Önder yoldaş tasfiyeciliğin yarattığı ideolojik kargaşa ve yönelim belirsizliğine karşı gerçeğin sesini dinleyerek izini sürdü. Ve bütün gücüyle Kaypakkaya yoldaşın belirlediği devrimci savaş güzergahında yeniden bir yol açmaya çalıştı. Kaypakkaya yoldaşın açtığı devrimci yolun muğlaklaştırılıp-belirsizleştirilmesine çalışan anlayışa karşı bilinçle ve örgütlü bir mücadele gücüyle durmayı başardı. Devrimci savaş yönelimi yeniden netliğe ve açıklığa kavuşarak büyük bir itibar gördü ve ciddi bir saygınlık kazandı.  

Demokratik halk devriminin ideolojik-politik önderliği örgütlenemeden hiçbir mücadele hattının doğru bir rotada örülemeyeceğini, sağlam bir şekilde ilerleyemeyeceğini bir kez daha gösterdi. Önderliğin örgütlenmesinin ana halkasını ise ideolojik-politik zemin oluşturur. Bu devrimci zemin üzerinde örgütsel-pratiksel önderliğin diyalektik birliği ve bütünlüğü sağlanabilir. Gerçek anlamda önderlik, teorik ve pratik halkanın birleştirilmesiyle başarılır. Bu devrimci bakış açısını, yeniden sınıf savaşımında örgütlenme sorununun çözümü sürecine taşıdı Demirdağ yoldaş. İdeolojik-teorik önderlik olmadan örgütsel-pratiksel önderliğin olamayacağını, keza sınıf savaşımının ateşi içinde örgütlenip yürüme cesareti ve iradesi gösteremeyen bir önderliğin asla doğru ve sağlam bir politik önderlik yaratamayacağı gerçekliğini partinin bilinç ve yürüyüş dünyasına taşıdı. Ve örgütlenmede profesyonelleşme ve kurumsallaşmanın vazgeçilmezliği ve kaçınılmazlığı üzerinde durdu.

Dar pratik içinde dolanıp dönen pratik-örgütsel önderlik sınırları içinde hapsolan bir anlayışın pratiksel önderliği bile layıkıyla başaramayacağını öğretti.

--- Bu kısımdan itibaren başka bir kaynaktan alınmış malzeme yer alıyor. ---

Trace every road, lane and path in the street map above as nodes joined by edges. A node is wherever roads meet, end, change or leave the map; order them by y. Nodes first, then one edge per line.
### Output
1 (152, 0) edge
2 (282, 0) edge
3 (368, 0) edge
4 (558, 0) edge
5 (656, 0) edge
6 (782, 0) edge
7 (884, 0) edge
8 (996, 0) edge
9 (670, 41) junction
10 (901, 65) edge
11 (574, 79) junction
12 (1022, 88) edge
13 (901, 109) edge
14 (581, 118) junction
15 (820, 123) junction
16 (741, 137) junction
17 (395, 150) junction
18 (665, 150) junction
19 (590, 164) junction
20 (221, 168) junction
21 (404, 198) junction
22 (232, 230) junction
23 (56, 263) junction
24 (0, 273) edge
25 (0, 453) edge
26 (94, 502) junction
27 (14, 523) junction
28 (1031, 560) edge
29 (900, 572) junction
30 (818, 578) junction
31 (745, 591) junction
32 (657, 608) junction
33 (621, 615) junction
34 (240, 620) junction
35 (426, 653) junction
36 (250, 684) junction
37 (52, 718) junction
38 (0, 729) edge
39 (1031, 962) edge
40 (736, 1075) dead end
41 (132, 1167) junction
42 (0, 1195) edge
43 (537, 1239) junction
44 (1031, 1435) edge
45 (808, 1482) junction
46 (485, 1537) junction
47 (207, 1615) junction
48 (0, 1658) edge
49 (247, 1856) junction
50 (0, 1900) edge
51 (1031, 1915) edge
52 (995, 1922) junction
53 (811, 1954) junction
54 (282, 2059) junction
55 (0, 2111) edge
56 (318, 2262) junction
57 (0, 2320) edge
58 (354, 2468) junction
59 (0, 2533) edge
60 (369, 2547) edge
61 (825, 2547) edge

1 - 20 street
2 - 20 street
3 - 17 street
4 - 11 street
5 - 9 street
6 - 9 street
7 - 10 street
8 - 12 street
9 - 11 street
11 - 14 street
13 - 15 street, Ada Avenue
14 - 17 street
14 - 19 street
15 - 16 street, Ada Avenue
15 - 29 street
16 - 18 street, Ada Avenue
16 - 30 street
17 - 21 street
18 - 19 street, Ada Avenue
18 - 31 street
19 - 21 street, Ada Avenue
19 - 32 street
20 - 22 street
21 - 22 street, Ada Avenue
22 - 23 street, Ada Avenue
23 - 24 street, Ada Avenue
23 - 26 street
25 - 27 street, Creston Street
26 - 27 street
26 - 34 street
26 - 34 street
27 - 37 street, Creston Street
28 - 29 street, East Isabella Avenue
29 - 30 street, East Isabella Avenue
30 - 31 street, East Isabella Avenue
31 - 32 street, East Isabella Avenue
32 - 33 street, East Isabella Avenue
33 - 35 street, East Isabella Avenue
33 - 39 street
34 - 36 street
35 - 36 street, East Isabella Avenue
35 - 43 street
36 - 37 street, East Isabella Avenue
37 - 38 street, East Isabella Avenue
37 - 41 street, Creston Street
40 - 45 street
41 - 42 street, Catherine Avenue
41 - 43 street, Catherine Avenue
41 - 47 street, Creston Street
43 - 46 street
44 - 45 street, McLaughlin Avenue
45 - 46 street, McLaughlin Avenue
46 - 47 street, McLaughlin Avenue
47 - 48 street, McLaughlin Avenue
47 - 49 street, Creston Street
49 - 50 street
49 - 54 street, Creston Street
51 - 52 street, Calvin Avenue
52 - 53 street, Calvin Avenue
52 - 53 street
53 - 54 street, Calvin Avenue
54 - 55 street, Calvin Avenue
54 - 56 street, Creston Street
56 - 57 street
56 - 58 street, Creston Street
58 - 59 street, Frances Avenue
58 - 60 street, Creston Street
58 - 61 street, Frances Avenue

Önderlik anlayışına devrimci bir açıklık kazandırdı. Ve bunun yaratılma zemini için var gücüyle çalıştı. Yoldaşların-halkın-gerilla savaşının içinden gerçekliğe dokunarak kavramaya ve gerçekliği değiştirmeye çalıştı. Düşüncede proleter devrimciliği esas aldığı gibi değiştirme pratiğinde de proleter devrimciliği ilke edindi.  

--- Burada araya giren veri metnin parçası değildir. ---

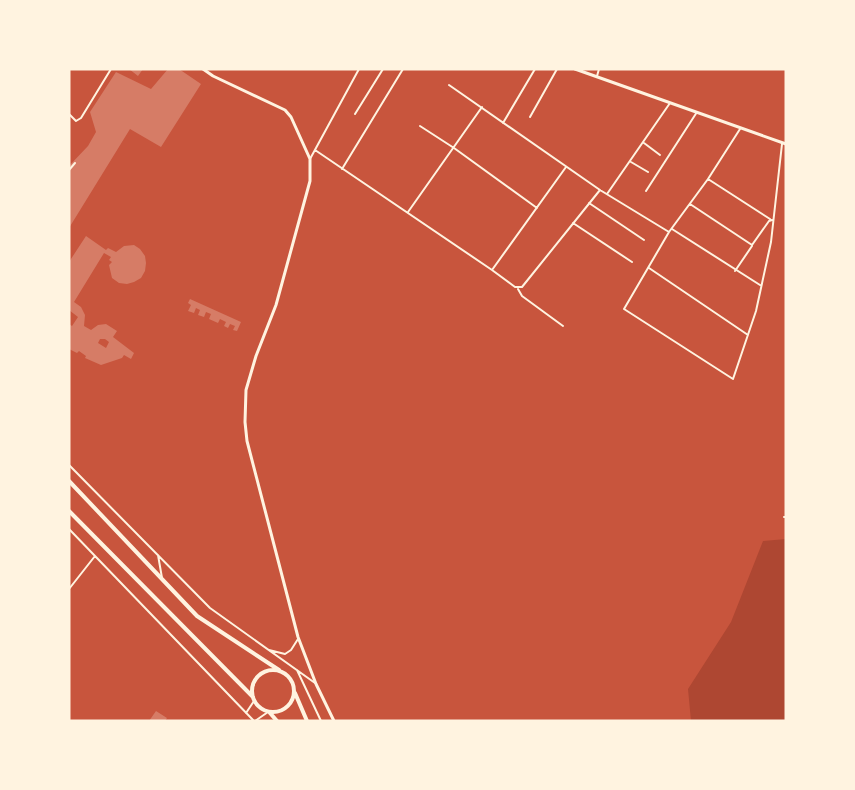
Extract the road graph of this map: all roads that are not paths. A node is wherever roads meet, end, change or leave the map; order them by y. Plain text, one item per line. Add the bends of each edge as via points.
1 (111, 69) edge
2 (203, 69) edge
3 (359, 69) edge
4 (383, 69) edge
5 (403, 69) edge
6 (535, 69) edge
7 (557, 69) edge
8 (575, 69) edge
9 (599, 69) edge
10 (597, 76) junction
11 (449, 85) dead end
12 (670, 102) junction
13 (482, 107) junction
14 (697, 112) junction
15 (69, 114) edge
16 (355, 114) dead end
17 (530, 117) dead end
18 (503, 123) junction
19 (420, 126) dead end
20 (742, 127) junction
21 (644, 143) junction
22 (784, 144) edge
23 (454, 148) junction
24 (315, 150) junction
25 (660, 155) dead end
26 (310, 159) junction
27 (631, 162) junction
28 (75, 163) dead end
29 (566, 167) junction
30 (342, 169) junction
31 (69, 170) edge
32 (648, 172) dead end
33 (708, 179) junction
34 (600, 190) junction
35 (646, 192) dead end
36 (607, 194) junction
37 (589, 203) junction
38 (690, 204) junction
39 (537, 208) junction
40 (408, 212) junction
41 (772, 220) junction
42 (573, 223) junction
43 (672, 229) junction
44 (669, 232) junction
45 (644, 240) dead end
46 (752, 245) junction
47 (632, 262) dead end
48 (649, 268) junction
49 (492, 270) junction
50 (735, 271) junction
51 (761, 286) junction
52 (518, 289) junction
53 (563, 326) dead end
54 (749, 335) junction
55 (69, 465) edge
56 (69, 481) edge
57 (69, 511) edge
58 (69, 529) edge
59 (158, 555) junction
60 (95, 556) junction
61 (162, 578) junction
62 (69, 589) edge
63 (298, 637) junction
64 (267, 649) junction
65 (279, 670) junction
66 (297, 670) junction
67 (316, 684) junction
68 (295, 692) junction
69 (253, 699) junction
70 (269, 712) junction
71 (246, 713) junction
72 (253, 720) edge
73 (277, 721) edge
74 (307, 721) edge
75 (321, 721) edge
76 (334, 721) edge

1 - 15 street via 81,118 76,121
2 - 26 street via 285,110
3 - 24 street
4 - 16 street
5 - 30 street
6 - 18 street
7 - 17 street
8 - 10 street
9 - 10 street
10 - 12 street
11 - 13 street
12 - 14 street
12 - 21 street
13 - 18 street
13 - 23 street
14 - 20 street
14 - 35 street
18 - 29 street
19 - 23 street
20 - 22 street
20 - 33 street
21 - 25 street
21 - 27 street
22 - 41 street
23 - 39 street
23 - 40 street
24 - 26 street
24 - 30 street
26 - 63 street via 303,211 245,398 247,441
27 - 32 street
27 - 36 street
28 - 31 street
29 - 34 street
29 - 39 street
30 - 40 street
33 - 38 street
33 - 41 street
34 - 36 street
34 - 37 street
36 - 44 street
37 - 42 street
37 - 45 street
38 - 43 street
38 - 46 street
39 - 49 street
40 - 49 street
41 - 46 street
41 - 51 street
42 - 47 street
42 - 52 street
43 - 44 street
43 - 50 street
44 - 48 street
46 - 50 street
48 - 54 street
48 - 54 street via 624,309 733,379
49 - 52 street
50 - 51 street
51 - 54 street
52 - 53 street
55 - 59 street
56 - 61 main road
57 - 69 main road
58 - 60 street
59 - 61 street
59 - 64 street via 210,608
60 - 62 street
60 - 71 street
61 - 65 main road via 197,616
63 - 64 street via 285,654
63 - 67 street
64 - 66 street
65 - 68 main road via 288,676
65 - 69 main road via 257,677 252,686
66 - 67 street
66 - 75 street
67 - 76 street
68 - 70 main road via 287,708
68 - 74 main road
69 - 70 main road
69 - 71 street
70 - 72 street
70 - 73 main road
71 - 72 street

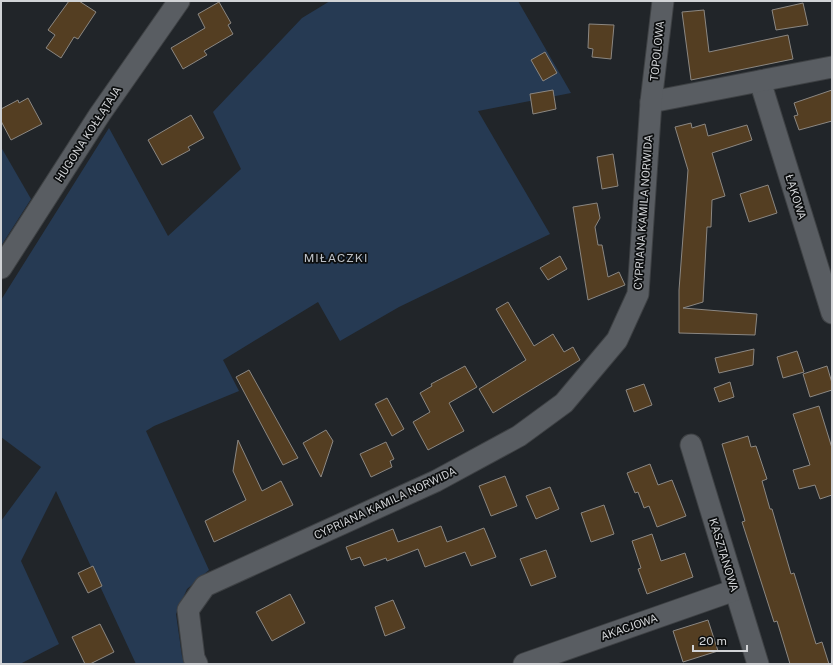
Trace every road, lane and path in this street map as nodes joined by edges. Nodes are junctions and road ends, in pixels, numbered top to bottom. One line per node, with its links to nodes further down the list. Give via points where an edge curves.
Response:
1 (179, 1): 6 (street, HUGONA KOŁŁĄTAJA, via 100,114)
2 (663, 1): 5 (street, TOPOLOWA)
3 (832, 67): 4 (street)
4 (760, 81): 5 (street); 7 (street, ŁĄKOWA)
5 (651, 102): 10 (street, CYPRIANA KAMILA NORWIDA, via 638,294 617,340 564,403 519,436 436,481 205,586 188,610)
6 (1, 268)
7 (832, 313)
8 (691, 446): 9 (street, KASZTANOWA)
9 (735, 590): 11 (street, AKACJOWA); 12 (street, KASZTANOWA)
10 (197, 664)
11 (524, 664)
12 (758, 664)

Proletarya partisinin önderliğine yükselinceye kadar gençlik içinde büyük bir enerji ve yüksek bir sorumluluk ve zengin bir yaratıcılıkla çalışarak gençlik örgütlenmesini maddi bir güce dönüştürdü. Düşünsel-örgütsel çaba ve çalışmalarıyla gençlik örgütlenmesini ileri bir seviyeye çıkardı. Demirdağ yoldaşın önderlik sürecinde gençlik örgütü etki gücünü artırdı. Kendini daha güçlü bir şekilde gençliğin özgürlük mücadelesine taşıdı. Demirdağ yoldaşın ve birlikte faaliyet yürüttüğü yoldaşların sayesinde gençlik örgütlenmesi döneminin en devrimci gelişkin dönemlerini yaşadı. 

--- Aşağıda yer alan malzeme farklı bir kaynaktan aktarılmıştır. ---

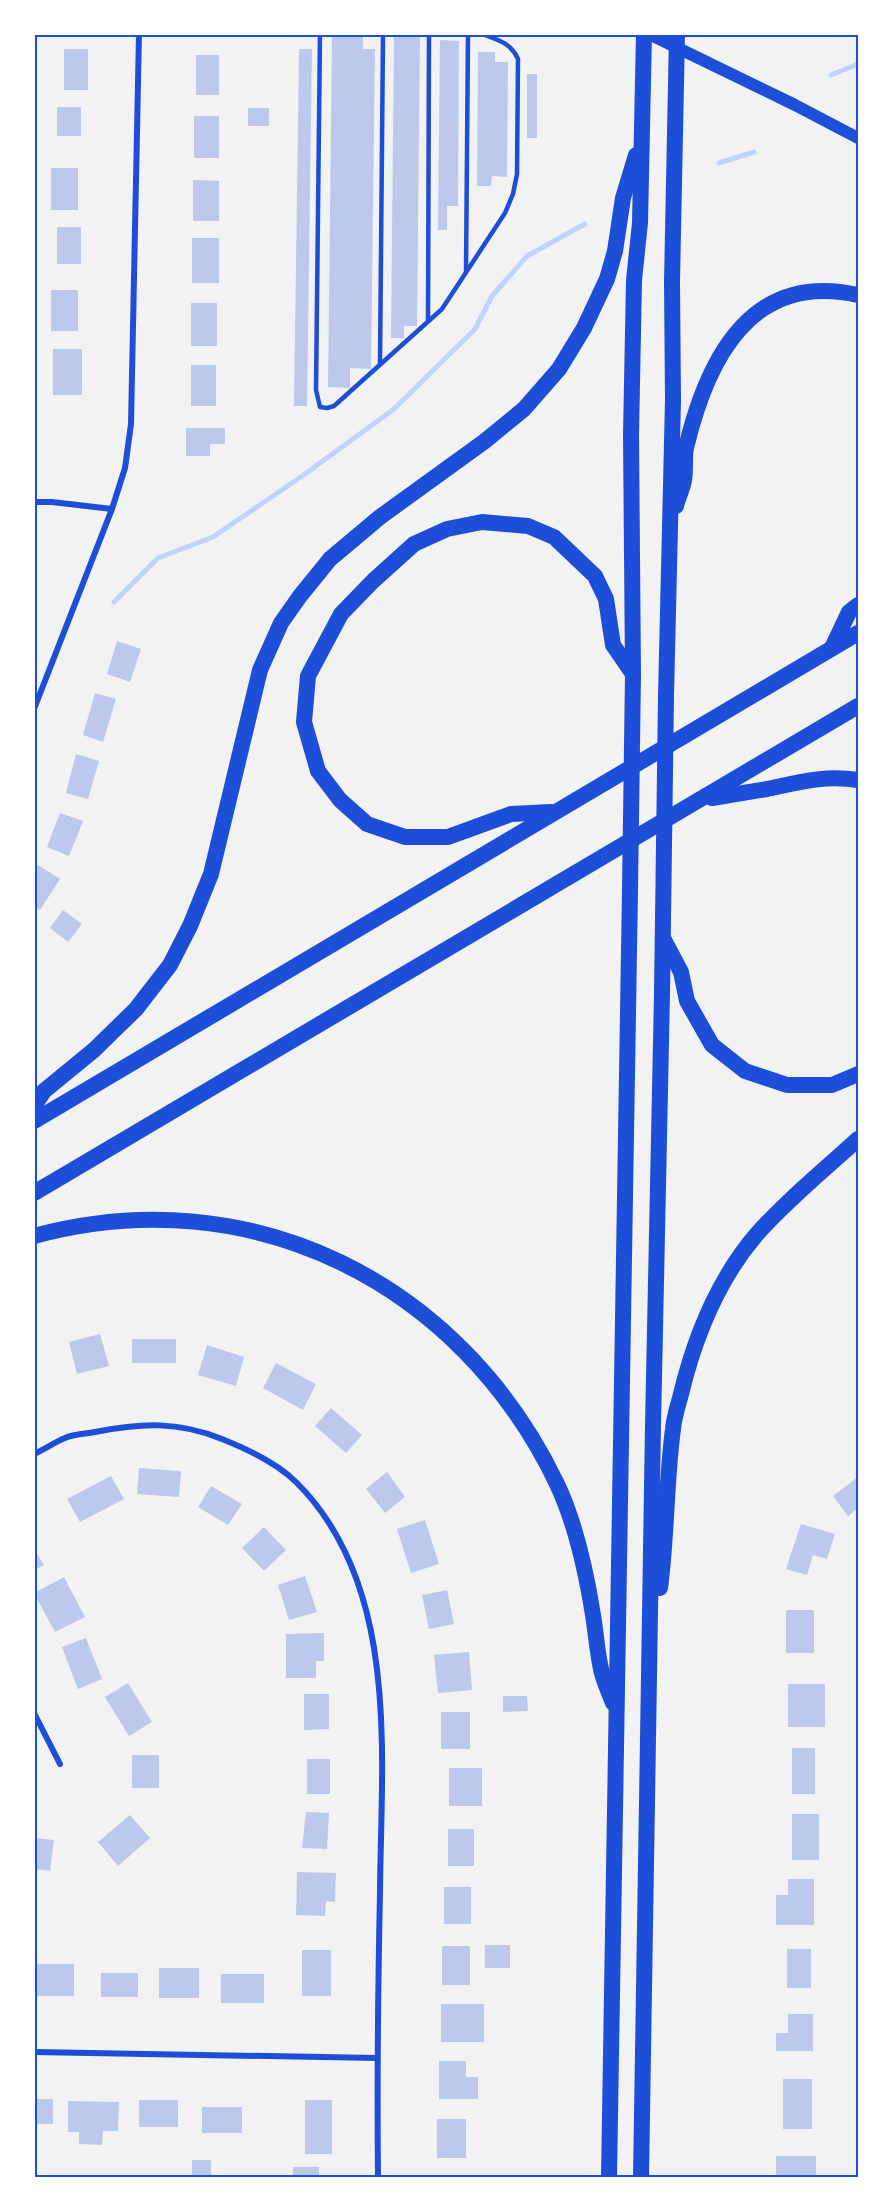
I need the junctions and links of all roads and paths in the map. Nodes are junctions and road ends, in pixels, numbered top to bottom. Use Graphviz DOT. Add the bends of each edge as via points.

Komünist önder Mehmet Demirdağ yoldaş gençlik örgütlenmesinin kurmay heyetinin başında olduğu dönemde de Proletarya Partisi’nin gelişim ve ilerlemesine çok yönlü hizmetlerde bulundu. Proletarya Partisi’nin sağlam, güvenilir bölüğü ve kolu olan bir gençlik örgütlenmesi çalışmaları yürüttü.

“Sürekliliği sağlanmış gerilla savaşı-Sürekliliği sağlanmış önderlik” fikrini temel devrimci görevlerin merkezine ve önüne koyarak mutlak yürünmesi gereken yolu yeniden açtı. Gerilla savaşı fikrinin var ve sürdürülüyor olan biçiminden daha derin daha güçlü anlam yükleyerek ona emekçilerin-ezilen tüm kesimlerin sorunlarına-ihtiyaç ve taleplerine yanıt olabilecek bir içerik kazandırmaya çalıştı. Belirleyen-tanımlayan değil değiştiren-devrimcileştiren pratiğin öncüsü ve öğreticisi oldu. Zirveleri yüksek Karadeniz’in dağlarına, yoksul emekçi topraklarına proletaryanın demokratik halk devrimi fikrini ekmesini başardı.   

Parti içi ideolojik mücadelede sağ ve sol tasfiyeciliğin gerçekleri çarpıtan parti hukukunu kendi grupsal-kişisel çıkarlarına göre düzenleyen, örgüt bilimin değerlerini tersyüz eden anlayış-yaklaşım  ve pratiklere karşı devrimci açıklıkla karşı koyarak mücadele yürüttü. Sahte MLM ile gerçek MLM’ler arasında görünmesi kolay olmayan sis perdesini aralayarak gerçeğin izinde yürüyerek sahtelerin ikiyüzlülüklerini deşifre etti. Parti içi ideolojik mücadelede her ne pahasına olursa olsun demokratik merkeziyetçilik ilkesinden, devrimci ahlak değerlerinden asla vazgeçmedi. Laf kalabalığı içinde gizlenip saklanmaya çalışılan gerçekliği açığa çıkarmasını başardı. Her türlü sahteliğin şifresini ve dokusunu bozmayı başardı. Tasfiyeciliğin yarattığı kaos ve karmaşa içinde görülmesi kolay olmayanı göstererek, anlaşılamayanı anlaşılır kılmayı başararak gerilla savaşını süreklileştirme yolunda kararlılıkla yürüdü.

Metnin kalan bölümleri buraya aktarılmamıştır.